Standing on his chair

How do you do it? How do all you working moms go back to work after having your baby? I'm finding it's going to be really hard. And mine is 9 months old now. Most women go back to work when their baby is anywhere from 6 weeks to 3 months old. That's got to be really hard too. But, I guess I need to get used to the idea. Gotta pay the bills.

Tuesday, July 5, 2016

Day +29

It's been a little while since I've written. Nothing new has happened with my battle/fight/kicking butt since then either. I had a doctors appointment with my Kaiser oncologist, Dr. H, last Friday. It wasn't much new. Mainly so he could see me again and have a check up on his side since everything has been at Stanford since the beginning of May. He congratulated us on the "no sign of cancer in my body" notification and we talked a little about what we will be doing in the coming months. He wasn't sure exactly when at the time, but he said I would be back on Zometa. Zometa is the IV medication which helps my bones. Since, the transplant doesn't fix/repair the compression fractures I have in my lumbar and T12 region. This morning, I got the call that he wants to start me on that (it's only once a month usually) after the 14th of July. So, July 20th will be my 1st Zometa IV since the end of April.

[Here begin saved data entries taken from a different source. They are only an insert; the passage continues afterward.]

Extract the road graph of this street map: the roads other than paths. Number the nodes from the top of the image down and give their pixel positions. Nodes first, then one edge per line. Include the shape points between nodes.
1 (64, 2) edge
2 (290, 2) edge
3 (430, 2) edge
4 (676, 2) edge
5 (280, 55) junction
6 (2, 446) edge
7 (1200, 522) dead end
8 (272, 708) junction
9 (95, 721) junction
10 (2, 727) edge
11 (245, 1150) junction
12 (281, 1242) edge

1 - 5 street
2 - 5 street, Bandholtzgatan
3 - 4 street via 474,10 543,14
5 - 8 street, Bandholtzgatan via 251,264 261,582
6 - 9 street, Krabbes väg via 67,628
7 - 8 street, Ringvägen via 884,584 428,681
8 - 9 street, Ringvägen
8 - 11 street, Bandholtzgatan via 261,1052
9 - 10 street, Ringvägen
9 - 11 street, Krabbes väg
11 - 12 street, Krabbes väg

Other than that, nothing new is going on health wise. Today is day +29. It's been 29 days since my transplant. And I feel amazing each day. Sometimes I get sick still. I think it's from the chemo. But not too much. It comes on fast and is gone fast. It doesn't take me away from my day or Brandon really. Which, he's got me on my toes. He is constantly moving it seems. Crawling all over the place. I feel bad for Azul because Brandon loves to get into his crate. So, I have to keep it closed. Usually, when Azul is needing some "alone time" he will go in there and lay down for a while. Unfortunately, a lot of the times it's closed. I try to remember to open it up again once Brandon is going to nap. Since he naps in my arms. And for at least 90 minutes now...when he does nap. He spends probably half the time of his nap fighting it. Finally giving in and taking a 90 minute nap.

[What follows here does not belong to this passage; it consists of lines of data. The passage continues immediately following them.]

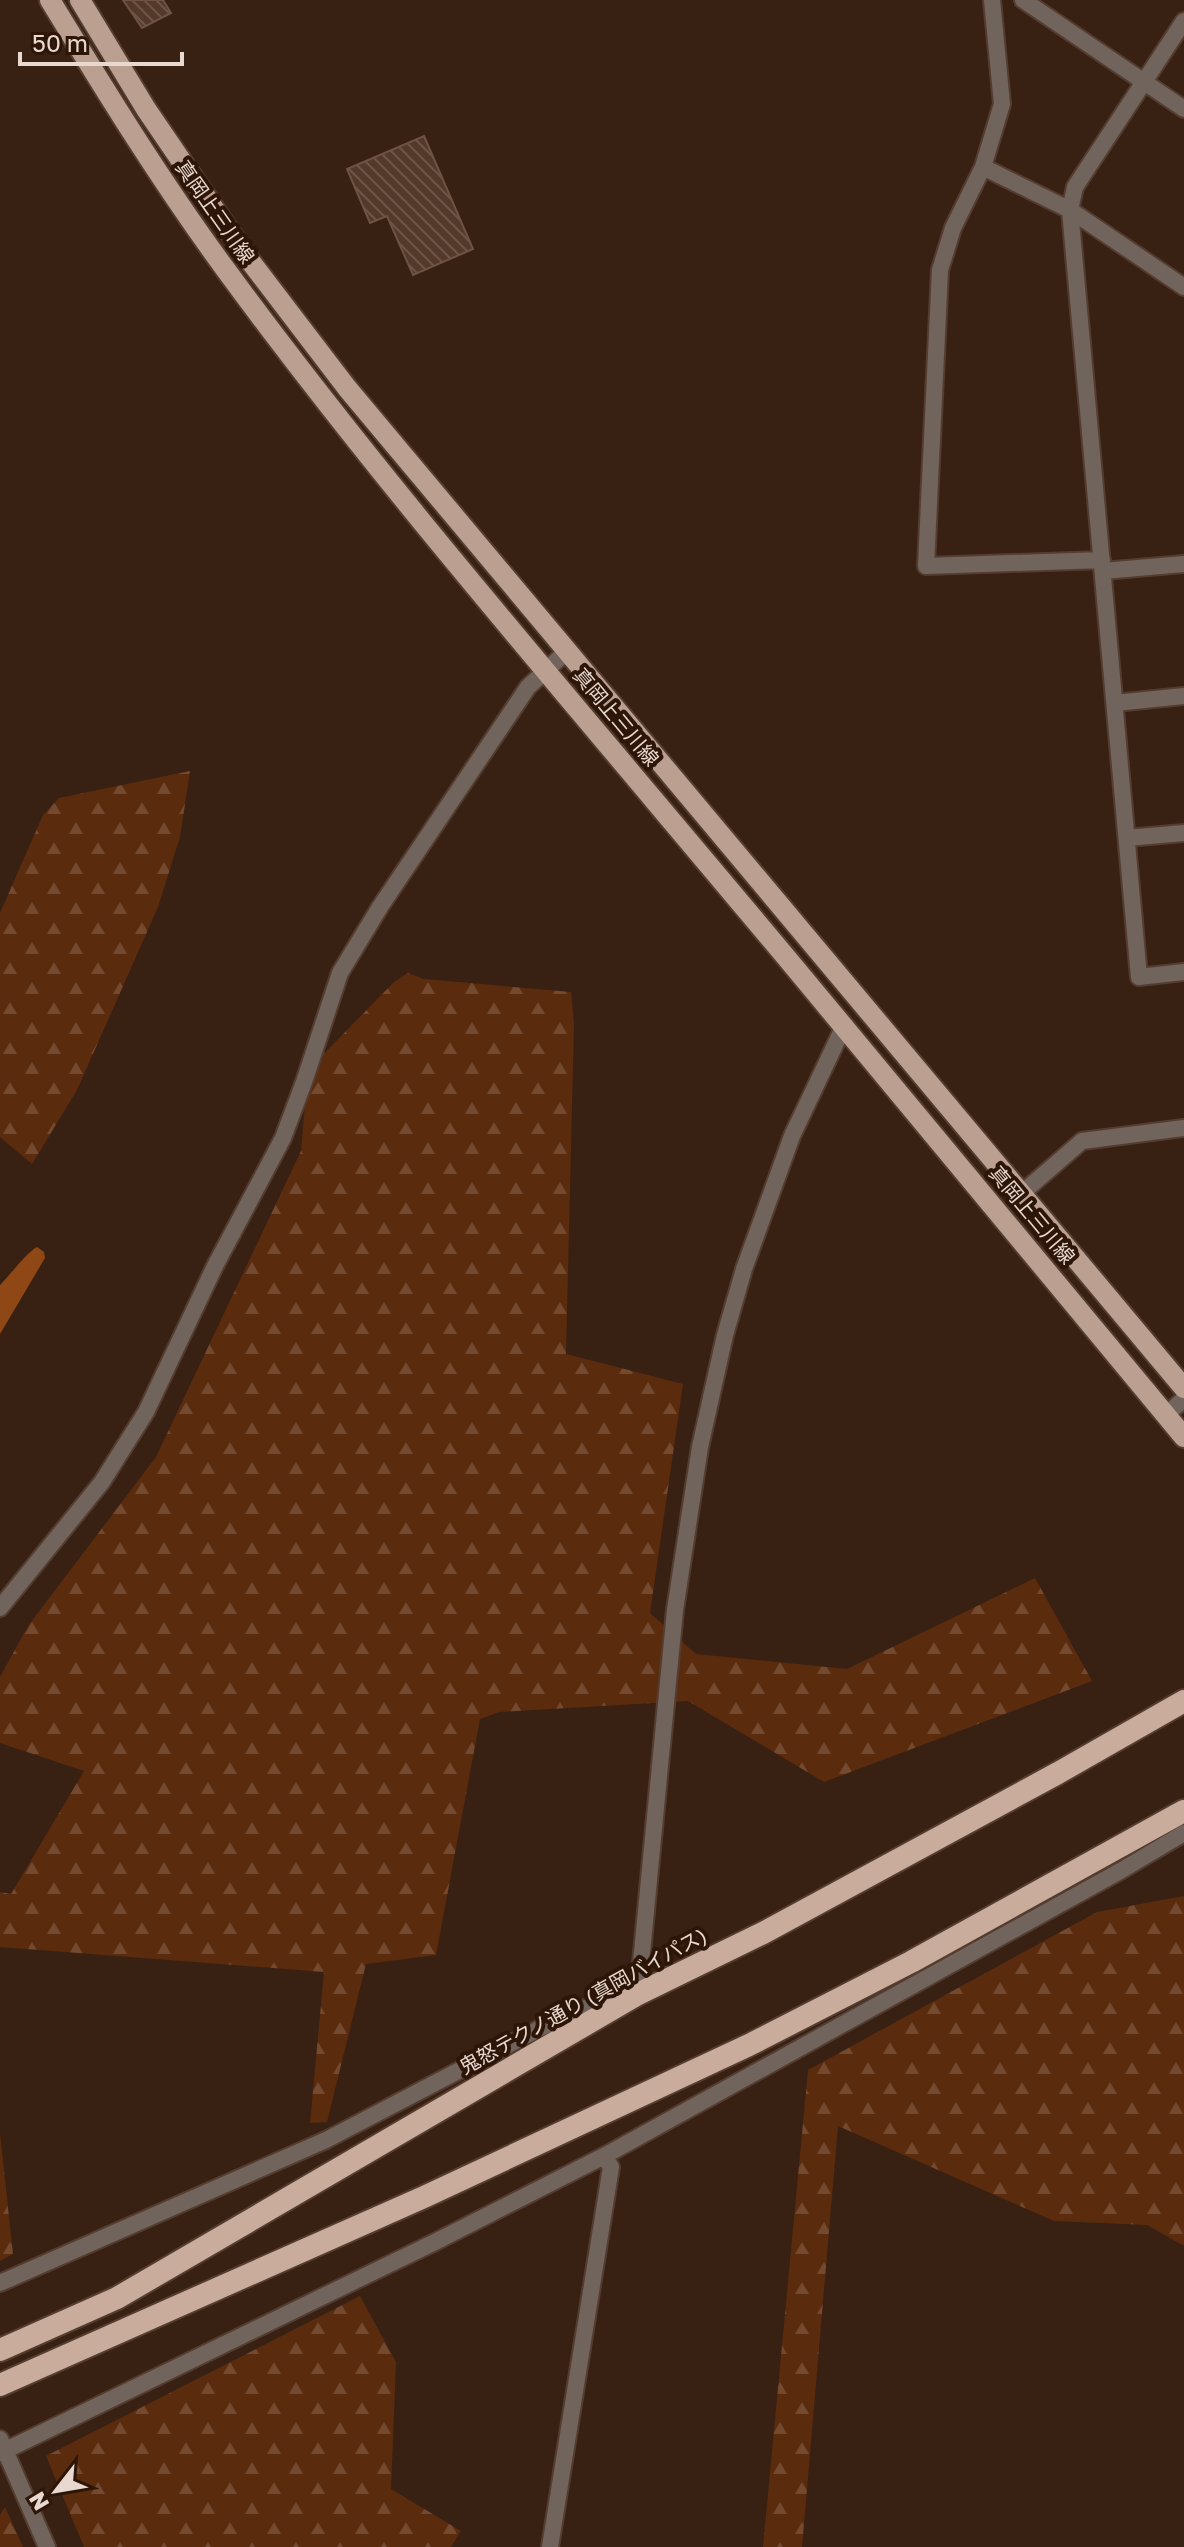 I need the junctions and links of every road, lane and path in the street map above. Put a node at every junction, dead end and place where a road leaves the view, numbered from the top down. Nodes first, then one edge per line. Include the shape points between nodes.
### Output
1 (50, 0) edge
2 (80, 0) edge
3 (992, 0) edge
4 (1023, 0) edge
5 (1184, 21) edge
6 (1143, 81) junction
7 (1184, 109) edge
8 (983, 167) junction
9 (1070, 210) junction
10 (1184, 287) edge
11 (1184, 564) edge
12 (1102, 566) junction
13 (566, 652) junction
14 (545, 670) junction
15 (1184, 696) edge
16 (1115, 703) junction
17 (1184, 833) edge
18 (1127, 838) junction
19 (1184, 972) edge
20 (844, 1026) junction
21 (1184, 1128) edge
22 (1021, 1194) junction
23 (1184, 1388) edge
24 (1184, 1399) edge
25 (1166, 1415) junction
26 (1184, 1437) edge
27 (0, 1608) edge
28 (1184, 1701) edge
29 (1184, 1811) edge
30 (1184, 1833) edge
31 (638, 1994) junction
32 (604, 2156) junction
33 (0, 2283) edge
34 (0, 2350) edge
35 (0, 2385) edge
36 (2, 2448) edge
37 (47, 2547) edge
38 (550, 2547) edge

1 - 14 main road, 真岡上三川線 via 124,123 224,268 327,404
2 - 13 main road, 真岡上三川線 via 244,253 347,388
3 - 8 street via 1002,104
4 - 6 street
5 - 6 street
6 - 7 street
6 - 9 street via 1075,187
8 - 9 street
8 - 12 street via 953,228 940,270 926,566
9 - 10 street
9 - 12 street
11 - 12 street
12 - 16 street
13 - 14 street
13 - 22 main road, 真岡上三川線
14 - 20 main road, 真岡上三川線
14 - 27 street via 528,687 340,973 283,1138 146,1412 102,1482
15 - 16 street
16 - 18 street
17 - 18 street
18 - 19 street via 1139,977
20 - 25 main road, 真岡上三川線
20 - 31 street via 792,1136 744,1269 700,1447 675,1610
21 - 22 street via 1082,1141
22 - 23 main road, 真岡上三川線
24 - 25 street
25 - 26 main road, 真岡上三川線
28 - 31 highway, 鬼怒テクノ通り (真岡バイパス) via 790,1918
29 - 35 highway via 749,2045
30 - 32 street
31 - 33 street via 571,2012 326,2140
31 - 34 highway, 鬼怒テクノ通り (真岡バイパス) via 117,2298
32 - 36 street
32 - 38 street via 611,2167
36 - 37 street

Something I've been thinking of a lot lately is being able to decorate the house. Well, redecorating it. I want to paint the downstairs. The living and dining rooms. I want to get the crate console table put together and brought inside to use. I want to make a new baby gate out of the pallets we have in the garage. Of course, a lot of baby proofing of this place needs to be done too. We want to get rid of excess "junk" laying around. Selling it and then there is also the stuff to just throw away. So much I'd like to do, but really, no time at all. Or at least no time and energy right now. Energy is the main thing. Mine is still building itself back up. And, Brandon usually takes most of what I do have since he is a crawling fool. Not to mention, he's on the verge of walking too. Just today he started to stand by himself. Not holding on to anything. With that, I will probably be minus in energy to do anything around the house.

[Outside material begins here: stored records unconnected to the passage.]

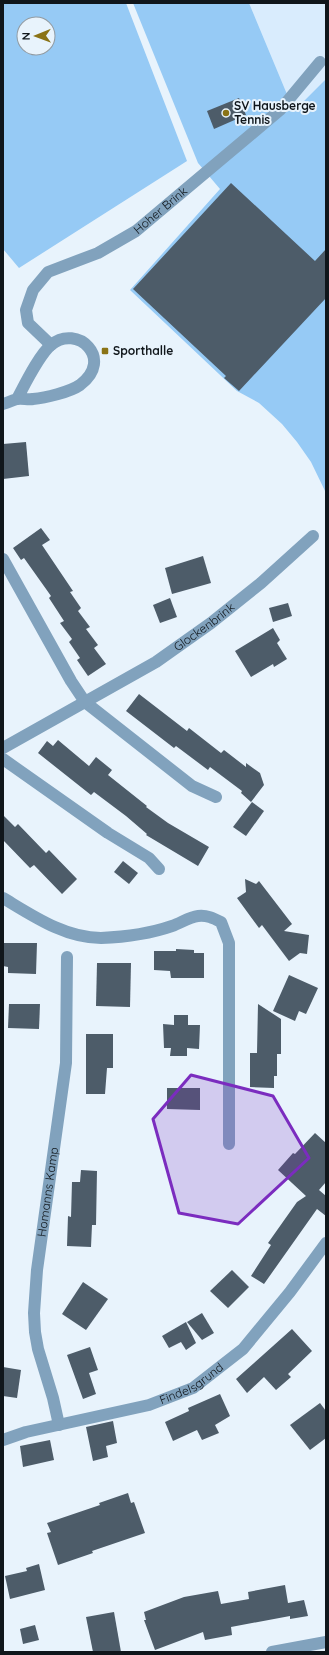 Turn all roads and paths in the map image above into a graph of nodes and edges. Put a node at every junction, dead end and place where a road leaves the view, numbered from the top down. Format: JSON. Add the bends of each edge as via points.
{"nodes":[{"id":1,"x":320,"y":62,"type":"dead end"},
{"id":2,"x":51,"y":345,"type":"junction"},
{"id":3,"x":17,"y":399,"type":"junction"},
{"id":4,"x":3,"y":404,"type":"edge"},
{"id":5,"x":313,"y":536,"type":"dead end"},
{"id":6,"x":3,"y":559,"type":"edge"},
{"id":7,"x":85,"y":702,"type":"junction"},
{"id":8,"x":3,"y":748,"type":"edge"},
{"id":9,"x":3,"y":759,"type":"edge"},
{"id":10,"x":216,"y":797,"type":"dead end"},
{"id":11,"x":159,"y":869,"type":"dead end"},
{"id":12,"x":3,"y":898,"type":"edge"},
{"id":13,"x":67,"y":957,"type":"dead end"},
{"id":14,"x":229,"y":1144,"type":"dead end"},
{"id":15,"x":326,"y":1243,"type":"edge"},
{"id":16,"x":60,"y":1425,"type":"junction"},
{"id":17,"x":3,"y":1440,"type":"edge"},
{"id":18,"x":326,"y":1642,"type":"edge"},
{"id":19,"x":272,"y":1652,"type":"edge"}],
"edges":[{"from":1,"to":2,"type":"street","name":"Hoher Brink","via":[[280,110],[136,231],[98,253],[48,272],[33,290],[26,310],[28,323]]},
{"from":2,"to":3,"type":"street"},
{"from":2,"to":3,"type":"street","via":[[63,338],[76,339],[88,346],[94,355],[90,375],[79,386],[58,394],[32,400]]},
{"from":3,"to":4,"type":"street"},
{"from":5,"to":7,"type":"street","name":"Glockenbrink","via":[[261,583],[211,623],[156,662]]},
{"from":6,"to":7,"type":"street"},
{"from":7,"to":8,"type":"street","name":"Glockenbrink"},
{"from":7,"to":10,"type":"street","via":[[192,786]]},
{"from":9,"to":11,"type":"street","via":[[108,833],[149,858]]},
{"from":12,"to":14,"type":"street","via":[[42,921],[69,932],[99,938],[139,935],[197,916],[208,916],[221,922],[229,943]]},
{"from":13,"to":16,"type":"street","name":"Homanns Kamp","via":[[66,1063],[34,1313],[38,1349]]},
{"from":15,"to":16,"type":"street","name":"Findelsgrund","via":[[243,1349],[193,1388],[148,1405]]},
{"from":16,"to":17,"type":"street","name":"Findelsgrund"},
{"from":18,"to":19,"type":"street"}]}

Soon enough I will be going back to work. Which, I need to talk to my doctor about. I need to know how much more catastrophic leave I will need. I have mixed emotions though about going back to work. I have spent basically 9 months now tomorrow, home with my little man, and I love it. If only there was a way to make, easily, the money I make working while staying home with him. I know Eric and I have talked about me becoming a writer. Publishing books, etc. But, that could take a while. So much to do and think about. I know we will be spending most of our paychecks on child care when that time comes also. Which, isn't going to be fun. I think I need to actually play the lottery and win! Isn't that what we all say?

Well, I'm just rambling now. Little man is standing next to me as I type this. Standing, as in not holding on to anything. And now he's sitting. Just like that. Not long before he's walking. I should go. No more rambling and small talk. I just wanted to give a quick update since it's been a while since I wrote.